主程序，支持摄像头识别和文件夹内的图片识别。使用时，
source为空时启动摄像头识别，输入文件名时，启动图片识别，并把结果输出到output文件夹内。

if __name__ == '__main__':
    save_img = False
    device = torch.device('cuda' if torch.cuda.is_available() else 'cpu')
    dir = "pic"#图片库
    arcface_model = resnet_face18(False)
    out='output'#输出库
    arcface_model = DataParallel(arcface_model)
    arcface_model.load_state_dict(torch.load(r'infer_models_weights/resnet18_110.pth'), strict=False)
    arcface_model.to(device).eval()
    features = get_featuresdict(arcface_model, dir)
    vid_path, vid_writer = None, None
    source='pubajia'#空为摄像头采集，可填文件夹
    if source =='':
        cap = cv2.VideoCapture(0)
        while True:
            ret, img = cap.read()
            if ret:
                img0,label = face_recognition(img)#识别人脸
                cv2.imshow('face rec', img0)
                cv2.waitKey(100)
    else:
        n=0
        m=0
        error=0
        for filename in os.listdir(source):
            print('当前帧:' +str(m+1))
            img = cv2.imread(source+'/'+filename)
            img0,label=face_recognition(img)
            if label== "none":
                print('当前空标帧:'+str(n))
                img0 = rotate_bound_white_bg(img, 15)#识别识别旋转15°
                img0, label = face_recognition(img0)
                if label== "none":
                    print('第二次空标帧:'+str(n))

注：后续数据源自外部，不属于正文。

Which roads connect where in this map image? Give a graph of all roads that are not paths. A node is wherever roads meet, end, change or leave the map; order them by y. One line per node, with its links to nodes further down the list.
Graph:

                    img0 = rotate_bound_white_bg(img, -15)#识别识别反向旋转15°
                    img0, label = face_recognition(img)

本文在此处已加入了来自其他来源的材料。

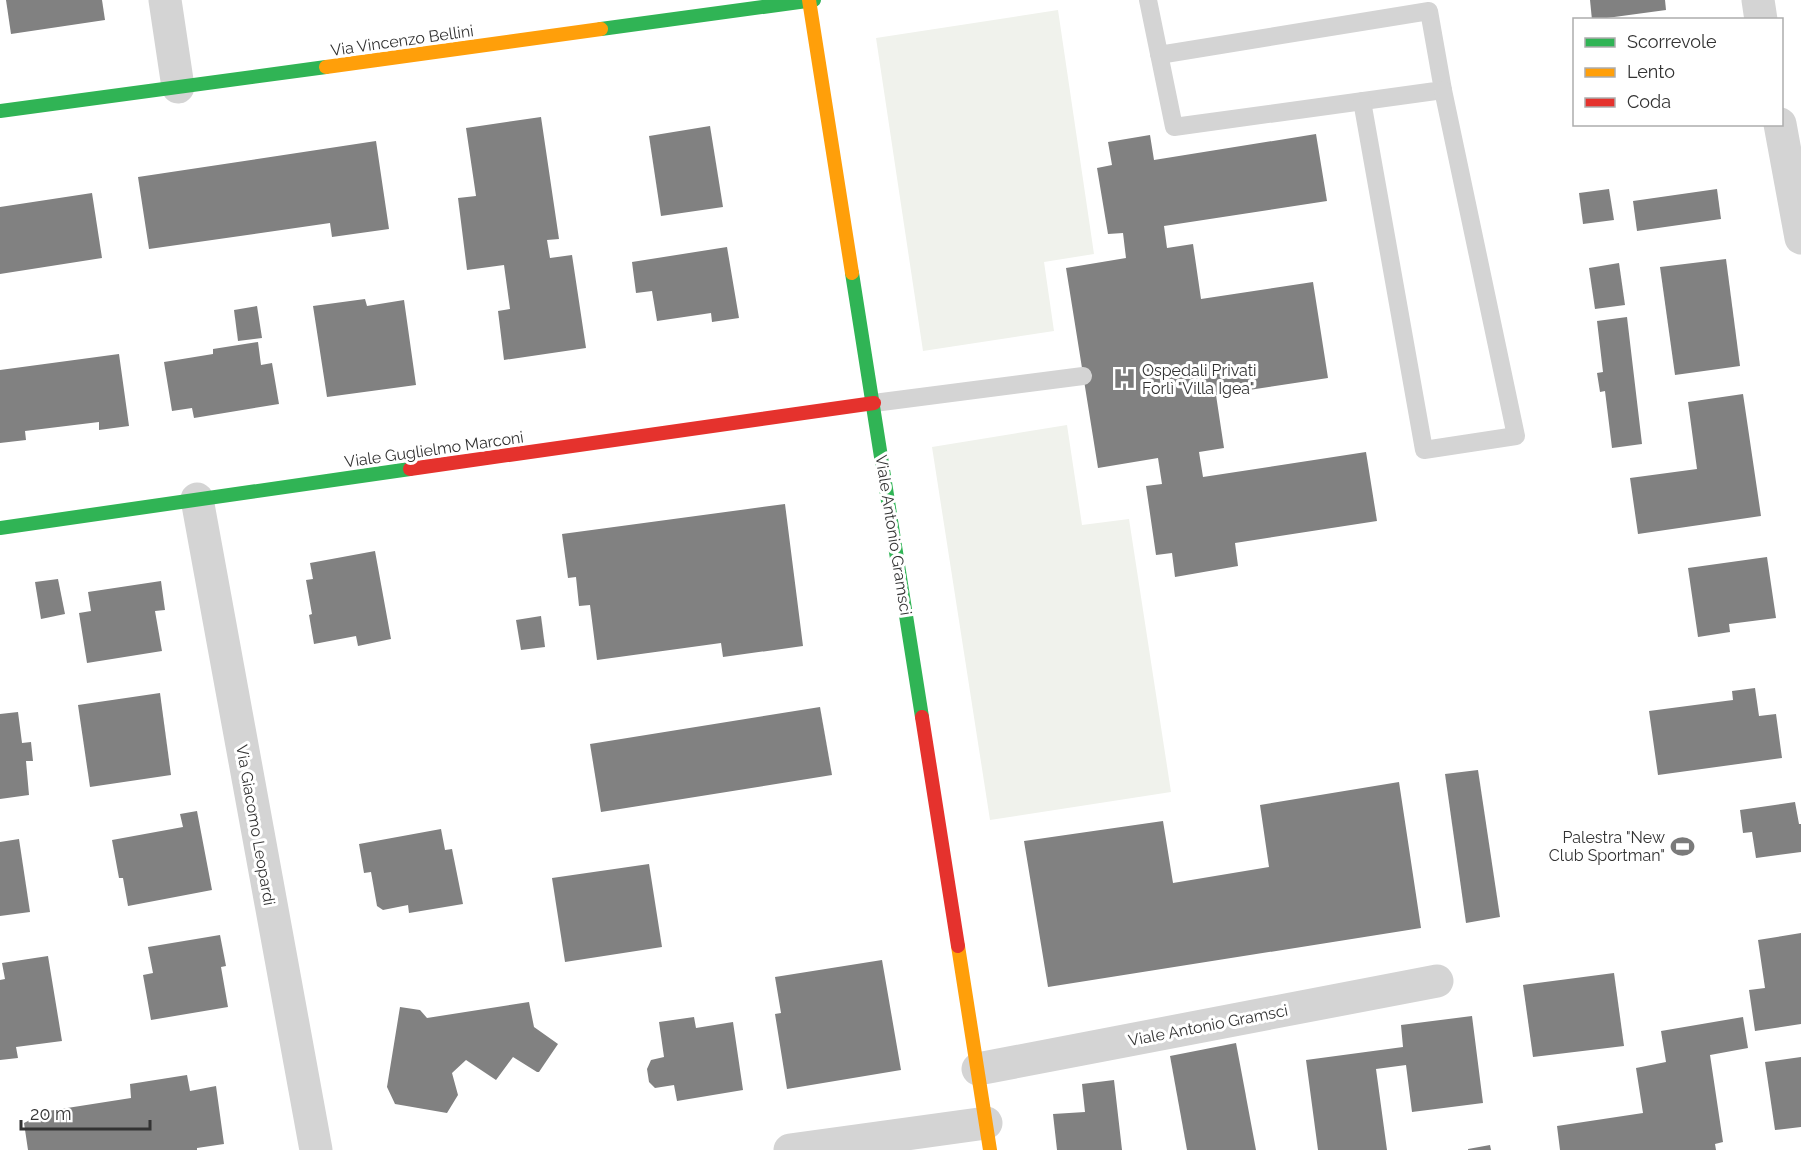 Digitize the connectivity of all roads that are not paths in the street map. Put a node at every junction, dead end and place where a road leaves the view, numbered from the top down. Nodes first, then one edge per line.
1 (165, 0) edge
2 (809, 0) edge
3 (814, 0) edge
4 (1148, 0) edge
5 (1758, 0) edge
6 (1761, 18) edge
7 (1159, 55) junction
8 (178, 87) junction
9 (1443, 90) junction
10 (1362, 101) junction
11 (0, 111) edge
12 (1780, 126) edge
13 (1801, 237) edge
14 (1083, 376) dead end
15 (874, 403) junction
16 (197, 499) junction
17 (0, 528) edge
18 (1437, 981) dead end
19 (978, 1069) junction
20 (988, 1137) edge
21 (316, 1150) edge
22 (790, 1150) edge

1 - 8 street
2 - 3 street, Via Vincenzo Bellini
2 - 8 street, Via Vincenzo Bellini
2 - 15 street, Viale Antonio Gramsci
4 - 7 lane
5 - 6 street
7 - 9 lane
7 - 10 lane
8 - 11 street, Via Vincenzo Bellini
9 - 10 lane
9 - 10 lane
12 - 13 street
14 - 15 lane
15 - 16 street, Viale Guglielmo Marconi
15 - 19 street, Viale Antonio Gramsci
16 - 17 street, Viale Guglielmo Marconi
16 - 21 street, Via Giacomo Leopardi
18 - 19 street, Viale Antonio Gramsci
19 - 20 street, Viale Antonio Gramsci
20 - 22 street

            if label==source:
                n=n+1
                print('当前有效帧' + str(n))
            elif label!="none":
                error=error+1
                print('当前错误帧' + str(error))
            cv2.imshow('face rec', img0)
            cv2.waitKey(100)
            m = m + 1
            cv2.imwrite(out + '/' + str(m) + '.jpg', img0)
        print('识别成功率' +str( n/m))
        print('张冠李戴率' + str(error/m))